Ce monde-là pleure. Sans doute, en voyant ce que nous sommes advenus. Puisque nous sommes le miroir dans lequel il contemple sa Face, il ne peut voir son sourire. Quel triste spectacle. Alors comme pour nous raisonner, comme un père le ferait à ses enfants, ce monde nous rappelle nos manquements. Il nous met en garde contre l’illusion éphémère, et nous somme d’être les fils de l’instant.

« Aimez-vous ! », nous dit-il. Mais, au lieu d’aimer son prochain, on aime le regard que porte le prochain sur nous. Du coup, on ne s’aime plus. Nous qui croyons tout connaître, du coup, on ne sait plus. Or, le monde dont je vous parle est Savant. Pour nous sortir de la forteresse de l’égo, il est le seul des Garants. C’est Celui qui absorbe les signes de l’universalité pour déverser l’Amour dans toute chose. Je vous parle de ce monde qui se manifeste dans les écrits scripturaires et dans la tendresse de la prose.

Un illustre poète disait que « lorsque vous cherchez l’amour de tout votre cœur, vous trouverez qu’il fait écho à travers l’univers ». Pourtant, en roi sans couronne, on sillonne les plaines d’une vie passagère avec notre égo qui ne sait plus se taire. On traine l’orgueil comme une double peau.
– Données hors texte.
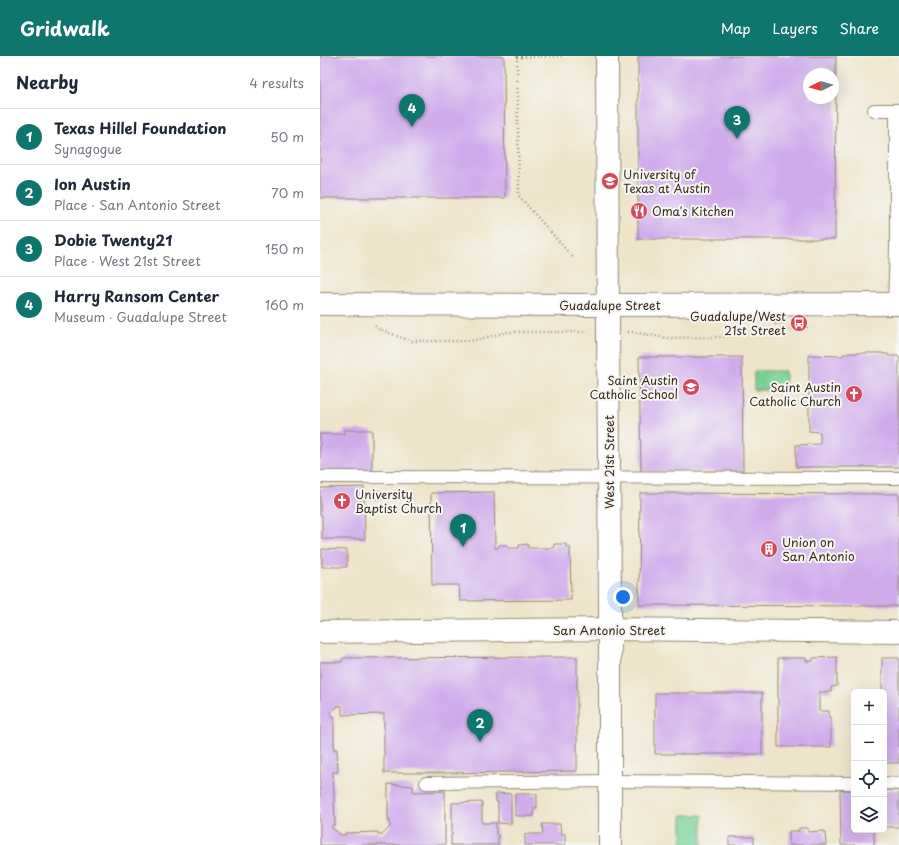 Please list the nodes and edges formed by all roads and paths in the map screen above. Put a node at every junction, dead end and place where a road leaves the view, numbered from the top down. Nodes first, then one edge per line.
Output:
1 (517, 56) edge
2 (564, 56) edge
3 (607, 56) edge
4 (874, 110) dead end
5 (898, 110) edge
6 (574, 258) dead end
7 (320, 304) edge
8 (353, 304) junction
9 (827, 304) junction
10 (896, 304) edge
11 (608, 305) junction
12 (587, 332) dead end
13 (627, 332) dead end
14 (320, 477) edge
15 (609, 477) junction
16 (899, 478) edge
17 (610, 629) junction
18 (320, 632) edge
19 (899, 632) edge
20 (610, 781) junction
21 (426, 783) dead end
22 (851, 783) edge
23 (887, 784) edge
24 (899, 784) edge
25 (610, 845) edge

1 - 2 path
1 - 6 path
3 - 11 street, West 21st Street
4 - 5 lane
5 - 10 lane
7 - 8 street, Guadalupe Street
8 - 11 street, Guadalupe Street
8 - 12 path
9 - 10 street, Guadalupe Street
9 - 11 street, Guadalupe Street
9 - 13 path
11 - 15 street, West 21st Street
14 - 15 lane
15 - 16 lane
15 - 17 street, West 21st Street
17 - 18 street, San Antonio Street
17 - 19 street, San Antonio Street
17 - 20 street, West 21st Street
20 - 21 lane
20 - 22 lane
20 - 25 street, West 21st Street
23 - 24 lane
Jusqu’à même en oublier que le fait de sourire aux autres contente le Berger du troupeau.

Et, pendant ce temps là, les coeurs chuchotent, mais les corps crient. Notre vertu, tracée à la craie blanche, est fragile. Nos élans de piété là redressent tandis que nos torts là crispent. Pourtant, de l’intérieur, notre âme blâme nos non-dits et nos actes manqués en cherchant l’absolution. Auprès de ce monde, du Grand Gardien des secrets, celui qui est Omniscient de notre condition.

Un homme de vérité doté de paroles aux lettres justes disait : « Il y a des Hommes brisés, et il n’y a qu’un seul moyen de les refaire Hommes, c’est qu’ils deviennent sauveurs des autres ». C’est vrai. Etre sauvé seul, relève du non-sens. La délivrance mégalomane n’est qu’une orgueilleuse certitude. Sachant que sauver sauve, n’est-il pas temps de devenir un être de servitude ?

Ô mon ami, balayées les idées toutes faites. Faisons de nos cœurs une addition. Et cela, peu importe tes déboires, viens on en parle. Mais avant, que la Paix soit sur toi. Faisons fi de soi, fi d’une existence subie, d’une existence engourdie. Laissons émerger les tréfonds sommeillant en toi, et en moi. Ensemble, pour amnistier l’avoir, magnifier l’être et faire de notre foi un carrefour. Nos proses sincères, pleines de pudeur, vouant le culte à ce monde arborant l’ode à l’Amour.